EXERCISE OBJECTIVE: Your job is to restate each entry word for word.

MATERIAL TO PROCESS:
════════════════

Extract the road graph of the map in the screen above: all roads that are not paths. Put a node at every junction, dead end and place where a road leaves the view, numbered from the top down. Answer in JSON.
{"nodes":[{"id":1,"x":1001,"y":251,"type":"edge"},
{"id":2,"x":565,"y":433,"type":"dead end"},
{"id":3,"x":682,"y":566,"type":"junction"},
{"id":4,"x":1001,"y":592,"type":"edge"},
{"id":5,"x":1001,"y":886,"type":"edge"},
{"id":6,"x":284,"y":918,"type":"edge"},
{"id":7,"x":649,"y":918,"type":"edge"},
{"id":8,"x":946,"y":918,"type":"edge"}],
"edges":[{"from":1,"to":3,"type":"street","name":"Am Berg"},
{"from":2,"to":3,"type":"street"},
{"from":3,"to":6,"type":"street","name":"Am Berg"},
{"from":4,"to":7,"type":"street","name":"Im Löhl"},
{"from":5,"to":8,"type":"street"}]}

════════════════

RESPONSE:
Extract the road graph of the map in the screen above: all roads that are not paths. Put a node at every junction, dead end and place where a road leaves the view, numbered from the top down. Answer in JSON.
{"nodes":[{"id":1,"x":1001,"y":251,"type":"edge"},
{"id":2,"x":565,"y":433,"type":"dead end"},
{"id":3,"x":682,"y":566,"type":"junction"},
{"id":4,"x":1001,"y":592,"type":"edge"},
{"id":5,"x":1001,"y":886,"type":"edge"},
{"id":6,"x":284,"y":918,"type":"edge"},
{"id":7,"x":649,"y":918,"type":"edge"},
{"id":8,"x":946,"y":918,"type":"edge"}],
"edges":[{"from":1,"to":3,"type":"street","name":"Am Berg"},
{"from":2,"to":3,"type":"street"},
{"from":3,"to":6,"type":"street","name":"Am Berg"},
{"from":4,"to":7,"type":"street","name":"Im Löhl"},
{"from":5,"to":8,"type":"street"}]}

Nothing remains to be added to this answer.